─── Information

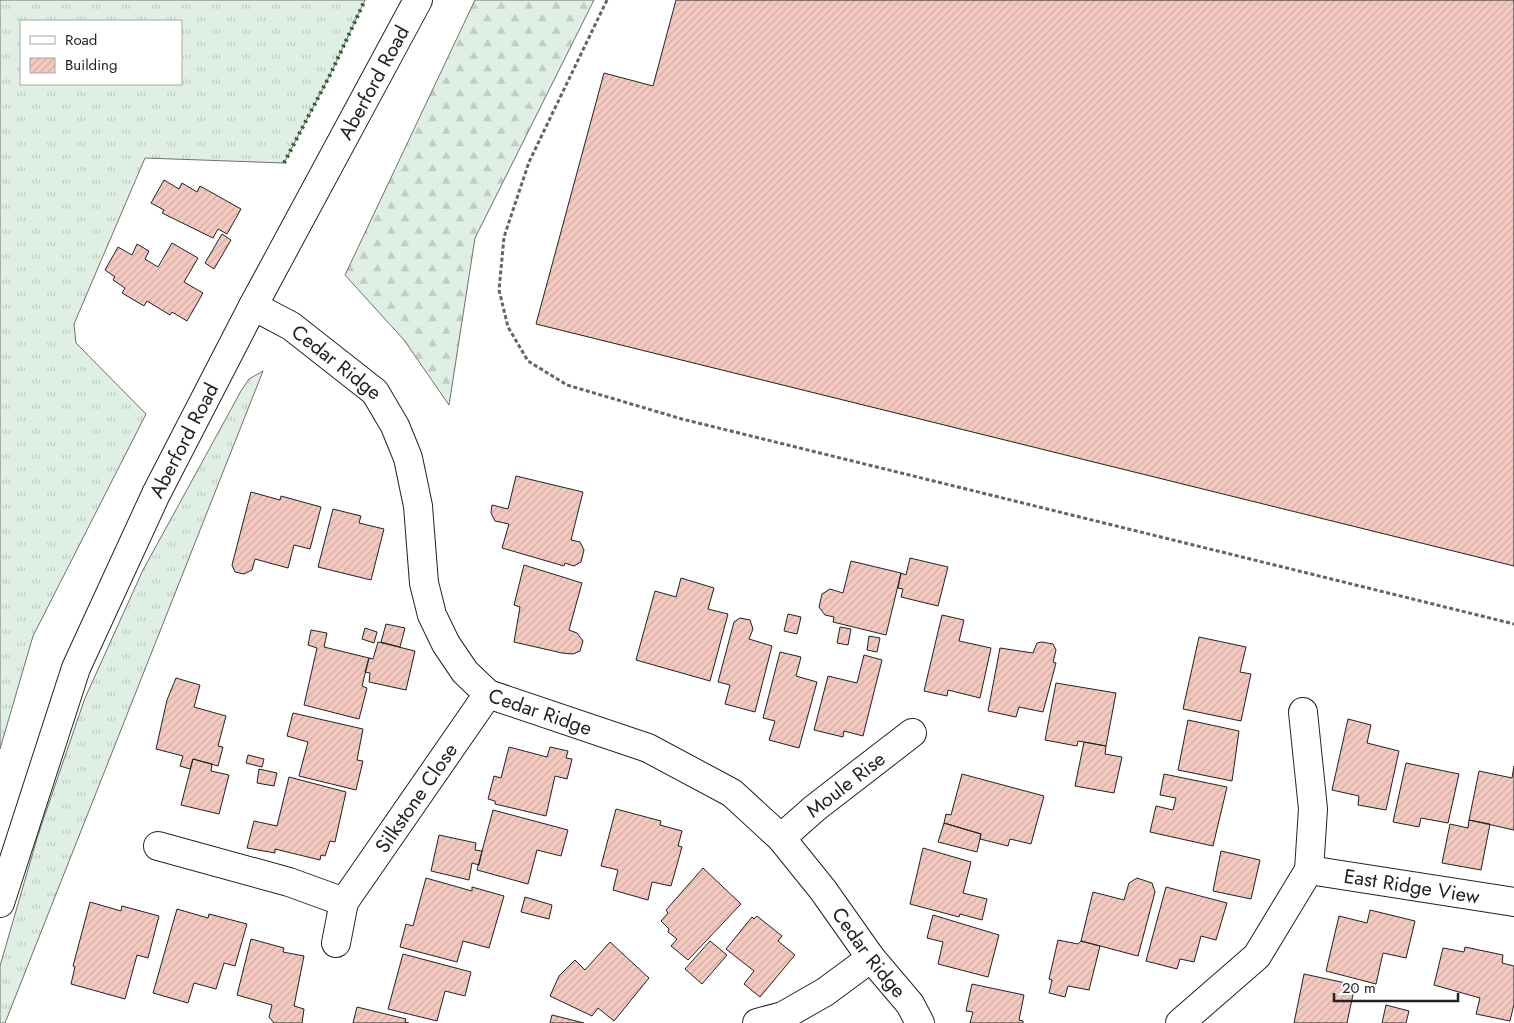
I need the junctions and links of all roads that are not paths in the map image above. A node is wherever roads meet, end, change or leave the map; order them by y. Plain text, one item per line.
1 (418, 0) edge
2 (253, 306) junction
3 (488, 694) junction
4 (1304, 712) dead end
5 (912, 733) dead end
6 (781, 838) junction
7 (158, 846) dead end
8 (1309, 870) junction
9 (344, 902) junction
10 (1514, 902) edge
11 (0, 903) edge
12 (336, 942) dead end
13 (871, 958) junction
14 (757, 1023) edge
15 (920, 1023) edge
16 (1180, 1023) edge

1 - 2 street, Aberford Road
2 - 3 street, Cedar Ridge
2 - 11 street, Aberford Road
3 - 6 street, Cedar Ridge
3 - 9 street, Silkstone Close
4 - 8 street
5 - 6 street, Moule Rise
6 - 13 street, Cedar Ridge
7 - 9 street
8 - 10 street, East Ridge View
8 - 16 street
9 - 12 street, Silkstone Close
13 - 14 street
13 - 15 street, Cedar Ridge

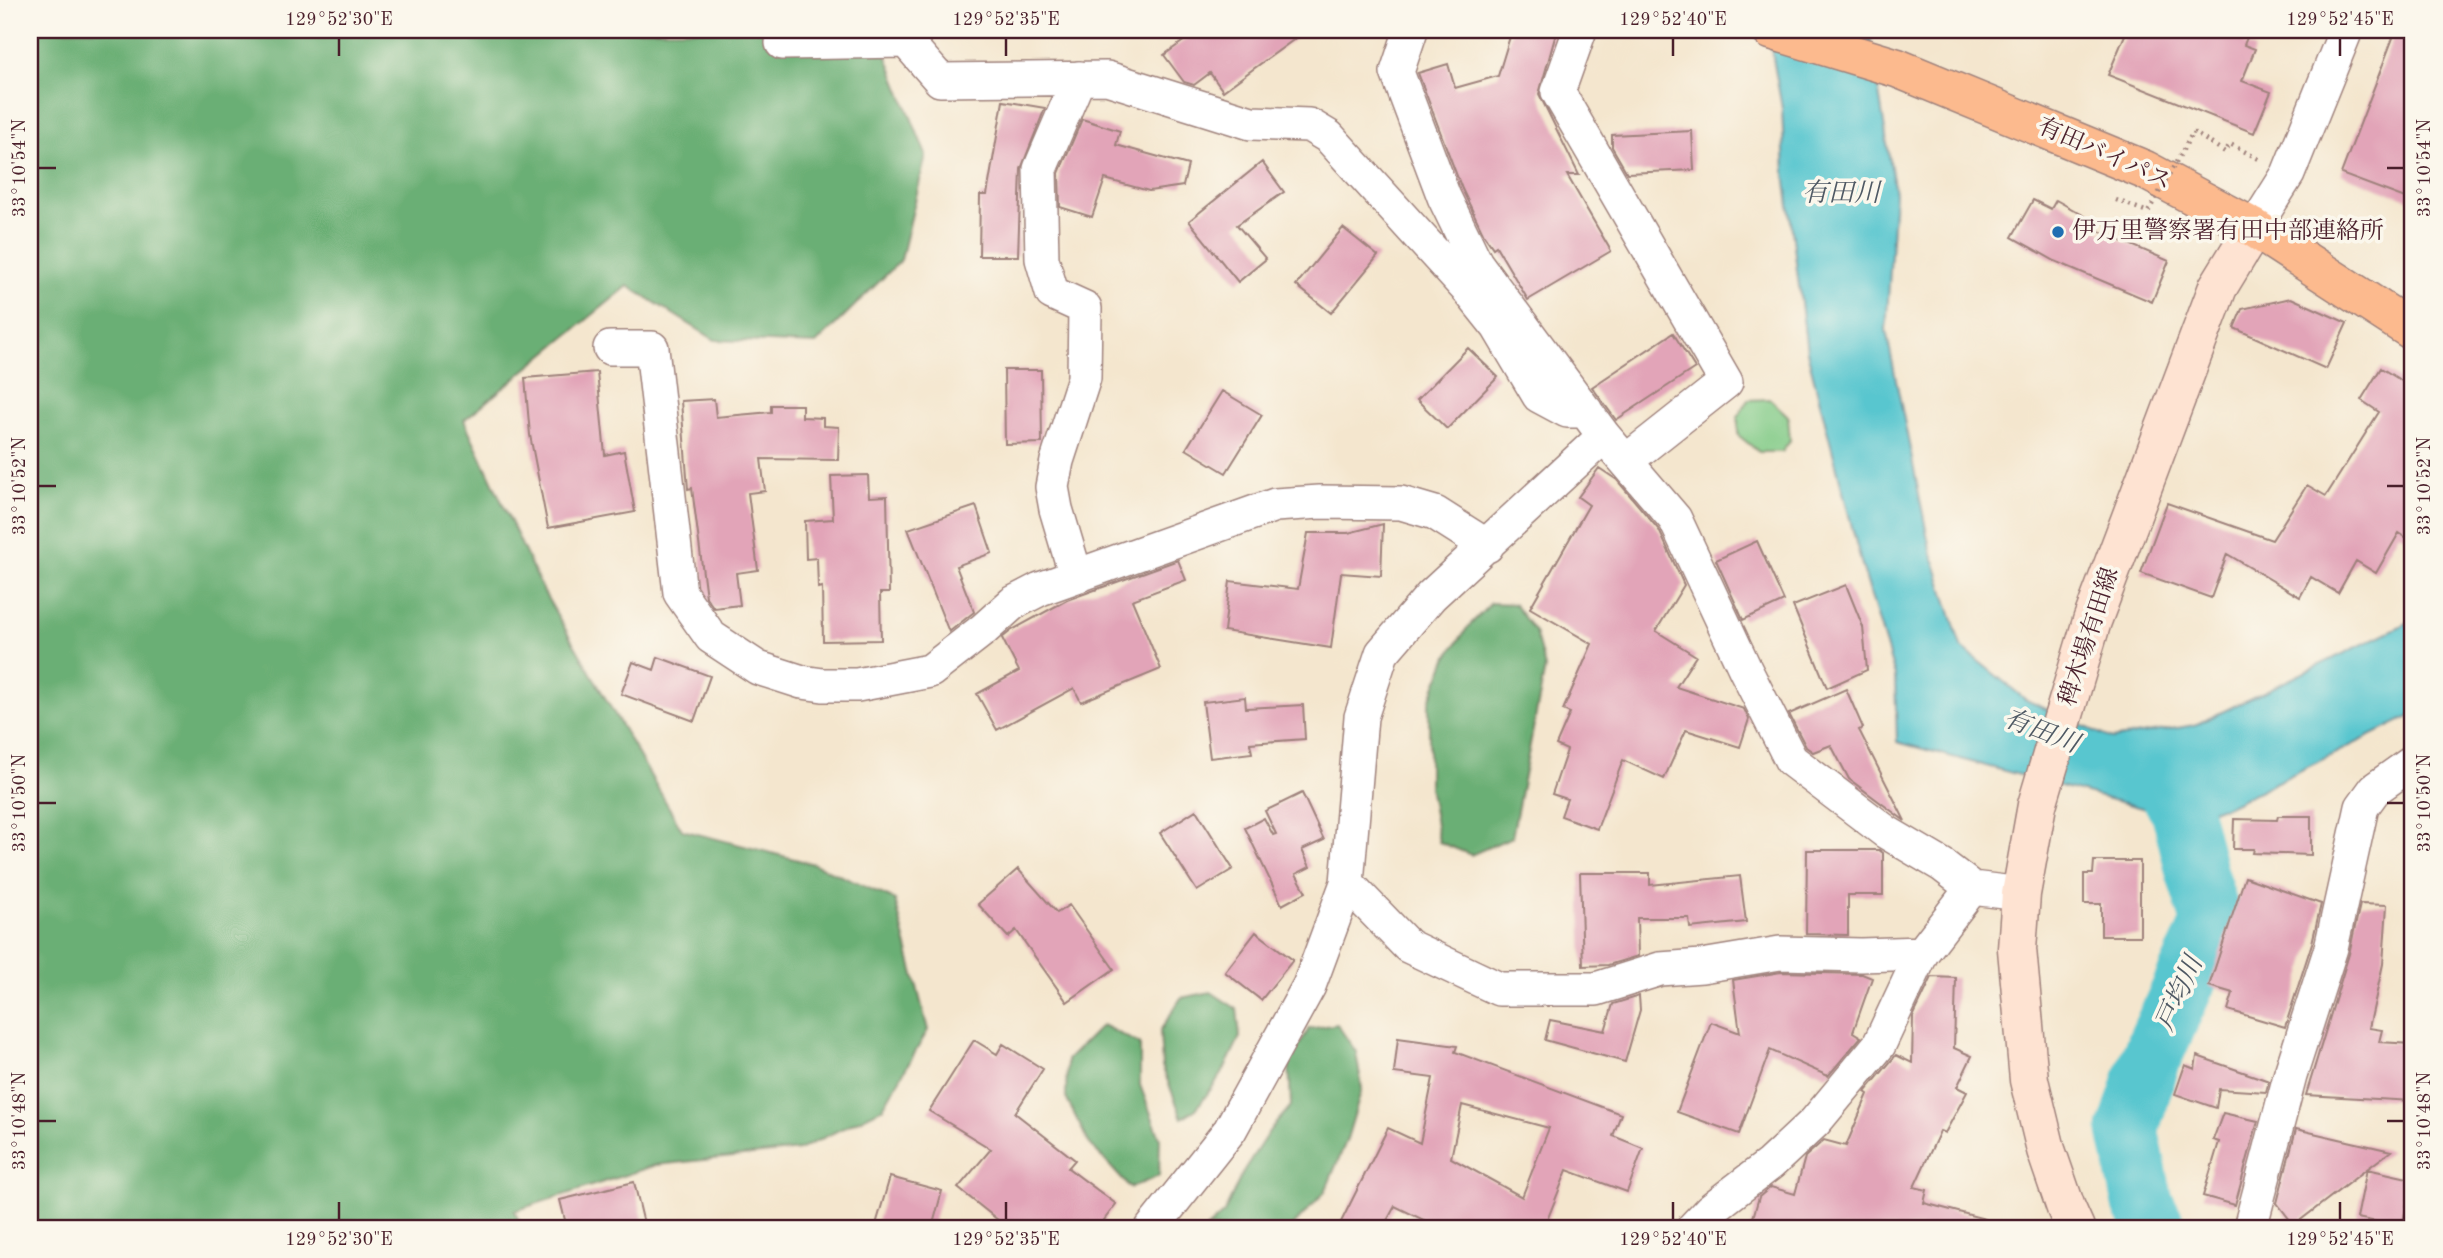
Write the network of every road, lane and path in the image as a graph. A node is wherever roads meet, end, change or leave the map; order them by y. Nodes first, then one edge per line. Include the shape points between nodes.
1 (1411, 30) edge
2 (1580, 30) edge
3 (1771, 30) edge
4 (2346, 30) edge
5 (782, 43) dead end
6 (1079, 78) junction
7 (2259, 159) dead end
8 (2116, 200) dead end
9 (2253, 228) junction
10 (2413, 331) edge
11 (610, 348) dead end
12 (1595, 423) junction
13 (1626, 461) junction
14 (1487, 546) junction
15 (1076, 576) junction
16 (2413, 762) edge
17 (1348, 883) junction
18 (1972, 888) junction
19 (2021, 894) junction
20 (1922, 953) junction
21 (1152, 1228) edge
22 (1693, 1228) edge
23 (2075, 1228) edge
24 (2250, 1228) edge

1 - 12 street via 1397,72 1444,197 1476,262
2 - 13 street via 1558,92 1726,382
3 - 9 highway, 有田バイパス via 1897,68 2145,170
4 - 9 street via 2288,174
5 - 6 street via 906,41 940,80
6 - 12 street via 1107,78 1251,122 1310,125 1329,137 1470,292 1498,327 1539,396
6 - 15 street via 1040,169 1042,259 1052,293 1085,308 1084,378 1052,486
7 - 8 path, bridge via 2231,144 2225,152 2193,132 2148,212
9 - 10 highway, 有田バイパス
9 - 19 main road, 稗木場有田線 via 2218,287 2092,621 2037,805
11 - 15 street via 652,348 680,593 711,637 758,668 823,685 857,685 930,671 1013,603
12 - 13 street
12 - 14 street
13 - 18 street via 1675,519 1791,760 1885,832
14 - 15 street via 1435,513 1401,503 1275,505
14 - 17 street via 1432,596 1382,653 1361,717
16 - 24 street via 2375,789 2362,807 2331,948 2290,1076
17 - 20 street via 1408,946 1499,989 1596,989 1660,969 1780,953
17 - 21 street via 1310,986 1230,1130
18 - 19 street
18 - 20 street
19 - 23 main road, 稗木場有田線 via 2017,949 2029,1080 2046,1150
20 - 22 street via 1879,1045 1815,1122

──────

__Work to complete__: The output has to match the data above line for line, except that pictures are dropped.

__Answer for the task__:
I need the junctions and links of all roads that are not paths in the map image above. A node is wherever roads meet, end, change or leave the map; order them by y. Plain text, one item per line.
1 (418, 0) edge
2 (253, 306) junction
3 (488, 694) junction
4 (1304, 712) dead end
5 (912, 733) dead end
6 (781, 838) junction
7 (158, 846) dead end
8 (1309, 870) junction
9 (344, 902) junction
10 (1514, 902) edge
11 (0, 903) edge
12 (336, 942) dead end
13 (871, 958) junction
14 (757, 1023) edge
15 (920, 1023) edge
16 (1180, 1023) edge

1 - 2 street, Aberford Road
2 - 3 street, Cedar Ridge
2 - 11 street, Aberford Road
3 - 6 street, Cedar Ridge
3 - 9 street, Silkstone Close
4 - 8 street
5 - 6 street, Moule Rise
6 - 13 street, Cedar Ridge
7 - 9 street
8 - 10 street, East Ridge View
8 - 16 street
9 - 12 street, Silkstone Close
13 - 14 street
13 - 15 street, Cedar Ridge

Write the network of every road, lane and path in the image as a graph. A node is wherever roads meet, end, change or leave the map; order them by y. Nodes first, then one edge per line. Include the shape points between nodes.
1 (1411, 30) edge
2 (1580, 30) edge
3 (1771, 30) edge
4 (2346, 30) edge
5 (782, 43) dead end
6 (1079, 78) junction
7 (2259, 159) dead end
8 (2116, 200) dead end
9 (2253, 228) junction
10 (2413, 331) edge
11 (610, 348) dead end
12 (1595, 423) junction
13 (1626, 461) junction
14 (1487, 546) junction
15 (1076, 576) junction
16 (2413, 762) edge
17 (1348, 883) junction
18 (1972, 888) junction
19 (2021, 894) junction
20 (1922, 953) junction
21 (1152, 1228) edge
22 (1693, 1228) edge
23 (2075, 1228) edge
24 (2250, 1228) edge

1 - 12 street via 1397,72 1444,197 1476,262
2 - 13 street via 1558,92 1726,382
3 - 9 highway, 有田バイパス via 1897,68 2145,170
4 - 9 street via 2288,174
5 - 6 street via 906,41 940,80
6 - 12 street via 1107,78 1251,122 1310,125 1329,137 1470,292 1498,327 1539,396
6 - 15 street via 1040,169 1042,259 1052,293 1085,308 1084,378 1052,486
7 - 8 path, bridge via 2231,144 2225,152 2193,132 2148,212
9 - 10 highway, 有田バイパス
9 - 19 main road, 稗木場有田線 via 2218,287 2092,621 2037,805
11 - 15 street via 652,348 680,593 711,637 758,668 823,685 857,685 930,671 1013,603
12 - 13 street
12 - 14 street
13 - 18 street via 1675,519 1791,760 1885,832
14 - 15 street via 1435,513 1401,503 1275,505
14 - 17 street via 1432,596 1382,653 1361,717
16 - 24 street via 2375,789 2362,807 2331,948 2290,1076
17 - 20 street via 1408,946 1499,989 1596,989 1660,969 1780,953
17 - 21 street via 1310,986 1230,1130
18 - 19 street
18 - 20 street
19 - 23 main road, 稗木場有田線 via 2017,949 2029,1080 2046,1150
20 - 22 street via 1879,1045 1815,1122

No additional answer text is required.